Свидетельством длины, которую преодолевает петля возвратного гортанного нерва, может послужить то, что несколько членов команды анатомов работали одновременно на разных участках вдоль нерва — гортань около головы, сам разворот около сердца и все промежуточные пункты, не мешая при этом друг другу и почти не нуждаясь в общении друг с другом. Терпеливо они прокладывали весь путь возвратного гортанного нерва: трудная задача, которая ни разу не выполнялась с тех пор, как Ричард Оуэн, великий викторианский анатом, сделал это в 1937 году. Это сложно, поскольку нерв очень тонок, даже скорее нитевиден в своей возвратной части (полагаю, я должен был это знать, но это оказалось тем не менее для меня сюрпризом, когда я его увидел) и его легко упустить в запутанной сети мембран и мышц, которые окружают дыхательное горло. На своем пути вниз нерв (в этой точке он собран в пучок с более крупным блуждающим нервом) проходит в дюйме от гортани, которая является его конечной точкой назначения.

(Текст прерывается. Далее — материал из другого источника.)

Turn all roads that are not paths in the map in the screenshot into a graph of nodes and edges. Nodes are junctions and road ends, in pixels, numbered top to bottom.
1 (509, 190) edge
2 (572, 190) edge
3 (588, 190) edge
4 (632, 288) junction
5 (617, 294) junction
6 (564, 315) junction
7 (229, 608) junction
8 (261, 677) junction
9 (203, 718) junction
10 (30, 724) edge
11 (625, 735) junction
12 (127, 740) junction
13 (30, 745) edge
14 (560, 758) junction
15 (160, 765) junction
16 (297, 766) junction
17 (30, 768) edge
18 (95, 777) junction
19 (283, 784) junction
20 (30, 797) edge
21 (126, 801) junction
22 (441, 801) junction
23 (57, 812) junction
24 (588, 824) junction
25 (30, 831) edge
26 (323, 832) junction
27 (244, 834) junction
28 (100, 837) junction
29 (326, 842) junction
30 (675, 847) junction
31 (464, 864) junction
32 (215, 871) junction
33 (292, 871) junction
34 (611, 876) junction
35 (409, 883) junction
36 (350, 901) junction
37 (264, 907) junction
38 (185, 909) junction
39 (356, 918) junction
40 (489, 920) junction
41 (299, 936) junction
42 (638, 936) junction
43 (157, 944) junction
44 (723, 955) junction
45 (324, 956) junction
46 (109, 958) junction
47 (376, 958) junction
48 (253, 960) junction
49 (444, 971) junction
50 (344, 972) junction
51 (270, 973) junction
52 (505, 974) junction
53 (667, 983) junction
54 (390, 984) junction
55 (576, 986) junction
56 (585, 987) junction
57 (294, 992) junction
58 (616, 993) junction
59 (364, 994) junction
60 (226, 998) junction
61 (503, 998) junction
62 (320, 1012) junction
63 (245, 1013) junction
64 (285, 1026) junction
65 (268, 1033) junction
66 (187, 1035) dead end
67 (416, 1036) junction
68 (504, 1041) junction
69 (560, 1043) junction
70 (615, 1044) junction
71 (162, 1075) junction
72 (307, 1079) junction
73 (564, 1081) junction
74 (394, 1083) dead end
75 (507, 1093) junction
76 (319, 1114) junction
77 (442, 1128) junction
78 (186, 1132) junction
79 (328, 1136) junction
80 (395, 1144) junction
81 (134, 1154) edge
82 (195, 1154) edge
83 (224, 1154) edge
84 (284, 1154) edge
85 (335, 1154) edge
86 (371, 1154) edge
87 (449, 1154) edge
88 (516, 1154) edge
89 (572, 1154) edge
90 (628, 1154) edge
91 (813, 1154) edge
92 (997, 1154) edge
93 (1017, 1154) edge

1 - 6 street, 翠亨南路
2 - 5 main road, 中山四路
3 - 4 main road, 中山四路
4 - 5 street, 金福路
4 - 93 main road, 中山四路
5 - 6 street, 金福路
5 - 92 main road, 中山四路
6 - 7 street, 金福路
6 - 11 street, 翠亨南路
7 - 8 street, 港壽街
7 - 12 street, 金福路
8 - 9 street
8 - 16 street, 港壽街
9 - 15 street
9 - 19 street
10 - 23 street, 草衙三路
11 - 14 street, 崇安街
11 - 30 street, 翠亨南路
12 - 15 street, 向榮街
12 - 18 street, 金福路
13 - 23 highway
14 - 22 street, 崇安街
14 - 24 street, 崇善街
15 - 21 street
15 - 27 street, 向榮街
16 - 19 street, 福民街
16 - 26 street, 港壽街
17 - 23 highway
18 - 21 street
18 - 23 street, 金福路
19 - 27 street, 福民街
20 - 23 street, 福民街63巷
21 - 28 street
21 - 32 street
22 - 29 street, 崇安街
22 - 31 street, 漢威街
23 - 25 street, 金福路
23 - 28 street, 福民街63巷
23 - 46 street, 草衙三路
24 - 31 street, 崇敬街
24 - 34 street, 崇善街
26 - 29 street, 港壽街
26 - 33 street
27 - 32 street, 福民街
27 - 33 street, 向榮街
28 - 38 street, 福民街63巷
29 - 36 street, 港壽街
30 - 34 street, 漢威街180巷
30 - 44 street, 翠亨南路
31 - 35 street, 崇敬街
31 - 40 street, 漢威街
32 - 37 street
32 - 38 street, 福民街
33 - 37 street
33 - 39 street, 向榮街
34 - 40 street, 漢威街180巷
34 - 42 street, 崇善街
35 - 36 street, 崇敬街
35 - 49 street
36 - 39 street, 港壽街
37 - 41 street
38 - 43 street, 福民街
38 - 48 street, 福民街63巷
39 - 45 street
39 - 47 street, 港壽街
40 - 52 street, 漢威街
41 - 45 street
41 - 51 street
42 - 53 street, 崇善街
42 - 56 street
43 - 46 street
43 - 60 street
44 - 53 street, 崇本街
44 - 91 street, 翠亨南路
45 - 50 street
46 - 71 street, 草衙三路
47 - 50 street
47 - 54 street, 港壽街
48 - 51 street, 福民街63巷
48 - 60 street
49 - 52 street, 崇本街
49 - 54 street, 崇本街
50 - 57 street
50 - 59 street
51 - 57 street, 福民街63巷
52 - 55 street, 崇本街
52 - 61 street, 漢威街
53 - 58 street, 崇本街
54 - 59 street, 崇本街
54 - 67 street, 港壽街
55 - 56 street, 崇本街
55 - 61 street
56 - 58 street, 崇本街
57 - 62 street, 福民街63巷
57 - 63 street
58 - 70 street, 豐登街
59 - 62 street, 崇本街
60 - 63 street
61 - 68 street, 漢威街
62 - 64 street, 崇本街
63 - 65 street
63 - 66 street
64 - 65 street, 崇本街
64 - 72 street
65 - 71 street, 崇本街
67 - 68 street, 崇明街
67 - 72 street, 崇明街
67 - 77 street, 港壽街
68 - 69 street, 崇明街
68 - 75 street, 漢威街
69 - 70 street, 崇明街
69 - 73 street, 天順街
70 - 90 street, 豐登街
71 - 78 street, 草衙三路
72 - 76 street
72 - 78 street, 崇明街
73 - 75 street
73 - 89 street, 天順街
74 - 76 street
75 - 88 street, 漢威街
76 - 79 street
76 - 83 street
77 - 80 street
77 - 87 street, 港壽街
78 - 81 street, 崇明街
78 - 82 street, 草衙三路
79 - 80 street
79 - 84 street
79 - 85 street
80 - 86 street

Тем не менее, он продолжает путь вдоль всей шеи, прежде чем повернуть назад и пройти весь путь обратно. Я был очень впечатлен мастерством профессоров Грэхема Митчела и Джой Райденберг, и других экспертов, производивших вскрытие, и мое уважение к Ричарду Оуэну (злейшему противнику Дарвина) повысилось. Тем не менее, креационист Оуэн не смог вывести очевидного заключения. Любой разумный дизайнер укоротил бы гортанный нерв на пути вниз, заменив его путешествие в несколько метров кусочком в несколько сантиметров.
Кроме той ненужной траты ресурсов на создание такого длинного нерва, мне трудно не задуматься, не мешают ли вокалу жирафа задержки, как при разговоре с зарубежным корреспондентом через спутниковую связь. Один авторитетный автор сказал: «Несмотря на развитую гортань и стадный образ жизни, жирафы способны издавать только низкое мычание или блеять.» Заикающийся жираф — это интересная мысль, но я не буду продолжать ее. Важно то, что вся история этой петли — это замечательный пример, насколько далеки живые существа от того, чтобы быть спроектированными. И для эволюциониста важный вопрос, почему естественный отбор не сделал того, что сделал бы инженер: вернулся бы назад к чертежной доске и перекроил бы все в разумной манере. Это тот же вопрос, с которым мы сталкиваемся снова и снова в этой главе, и я попытался ответить на него несколькими путями. Для возвратного гортанного нерва годится ответ в терминах того, что экономисты называют «предельные затраты».
По мере удлиннения шеи жирафа в ходе эволюционного времени, цена петли в экономических или в «вокальных» терминах постепенно росла, с ударением на «постепенно». Предельная цена каждого миллиметра увеличения была ничтожна. Когда шея жирафа приблизилась к ее современной впечатляющей длине, суммарная стоимость петли, возможно, и приблизилась к точке, когда, предположительно, мутантный индивид выживал бы лучше с гортанным нервом, спускающимся напрямую, ответвляясь к гортани от пучка блуждающего нерва сквозь небольшой зазор. Но мутация, необходимая для достижения такого «сквозного прыжка», должна была бы состоять в крупном изменении (даже перевороте) в эмбриональном развитии. Очень возможно, необходимая для этого мутация вообще никогда не возникала. Даже если бы и возникла, она могла иметь недостатки, неизбежные в любой крупной перестановке в ходе чувствительного и деликатного процесса. Даже если бы преимущества прямого пути в конечном итоге перевесили бы недостатки, предельная стоимость каждого миллиметра удлиннения шеи незначительны в сравнении с уже существующей петлей. Даже если решение «назад к чертежной доске» было бы более хорошей идеей, если оно было бы достигнуто, все равно соперничающей альтернативой было лишь маленькое увеличение уже существующей петли, и предельная стоимость этого малого увеличения была мала. Меньше, я полагаю, чем стоимость «крупного переворота», необходимого для реализации более элегантного решения.
Все это уже помимо основной идеи, что возвратный гортанный нерв у любого млекопитающего — хорошее свидетельство против дизайнера. И у жирафа оно растянуто от хорошего до зрелищного! Эта странно-длинная петля вниз по шее жирафа и назад — именно то, чего мы ожидаем от эволюции путем естественного отбора и именно то, чего не ожидаем от любого вида разумного дизайнера.